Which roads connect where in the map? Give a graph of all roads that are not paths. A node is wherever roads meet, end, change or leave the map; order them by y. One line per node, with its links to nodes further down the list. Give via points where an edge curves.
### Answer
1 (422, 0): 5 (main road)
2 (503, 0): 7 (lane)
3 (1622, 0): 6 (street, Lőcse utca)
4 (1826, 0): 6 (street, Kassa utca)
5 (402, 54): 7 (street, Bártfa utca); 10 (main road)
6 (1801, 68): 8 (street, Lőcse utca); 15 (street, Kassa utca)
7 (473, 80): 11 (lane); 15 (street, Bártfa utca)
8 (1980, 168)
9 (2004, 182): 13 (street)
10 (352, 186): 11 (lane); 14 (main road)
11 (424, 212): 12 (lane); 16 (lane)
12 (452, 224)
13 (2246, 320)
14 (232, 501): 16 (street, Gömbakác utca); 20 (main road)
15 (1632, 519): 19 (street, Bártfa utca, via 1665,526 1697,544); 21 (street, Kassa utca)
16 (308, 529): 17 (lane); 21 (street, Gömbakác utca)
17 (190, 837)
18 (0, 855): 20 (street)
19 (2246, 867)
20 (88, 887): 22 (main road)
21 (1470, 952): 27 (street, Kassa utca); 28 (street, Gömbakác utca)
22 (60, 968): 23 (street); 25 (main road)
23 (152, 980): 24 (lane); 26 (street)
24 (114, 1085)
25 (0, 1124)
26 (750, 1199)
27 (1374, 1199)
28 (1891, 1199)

______

ABOUT THIS TASK —
Word for word and line for line, give the material again.

RESPONSE BOX —
Which roads connect where in the map? Give a graph of all roads that are not paths. A node is wherever roads meet, end, change or leave the map; order them by y. One line per node, with its links to nodes further down the list. Give via points where an edge curves.
### Answer
1 (422, 0): 5 (main road)
2 (503, 0): 7 (lane)
3 (1622, 0): 6 (street, Lőcse utca)
4 (1826, 0): 6 (street, Kassa utca)
5 (402, 54): 7 (street, Bártfa utca); 10 (main road)
6 (1801, 68): 8 (street, Lőcse utca); 15 (street, Kassa utca)
7 (473, 80): 11 (lane); 15 (street, Bártfa utca)
8 (1980, 168)
9 (2004, 182): 13 (street)
10 (352, 186): 11 (lane); 14 (main road)
11 (424, 212): 12 (lane); 16 (lane)
12 (452, 224)
13 (2246, 320)
14 (232, 501): 16 (street, Gömbakác utca); 20 (main road)
15 (1632, 519): 19 (street, Bártfa utca, via 1665,526 1697,544); 21 (street, Kassa utca)
16 (308, 529): 17 (lane); 21 (street, Gömbakác utca)
17 (190, 837)
18 (0, 855): 20 (street)
19 (2246, 867)
20 (88, 887): 22 (main road)
21 (1470, 952): 27 (street, Kassa utca); 28 (street, Gömbakác utca)
22 (60, 968): 23 (street); 25 (main road)
23 (152, 980): 24 (lane); 26 (street)
24 (114, 1085)
25 (0, 1124)
26 (750, 1199)
27 (1374, 1199)
28 (1891, 1199)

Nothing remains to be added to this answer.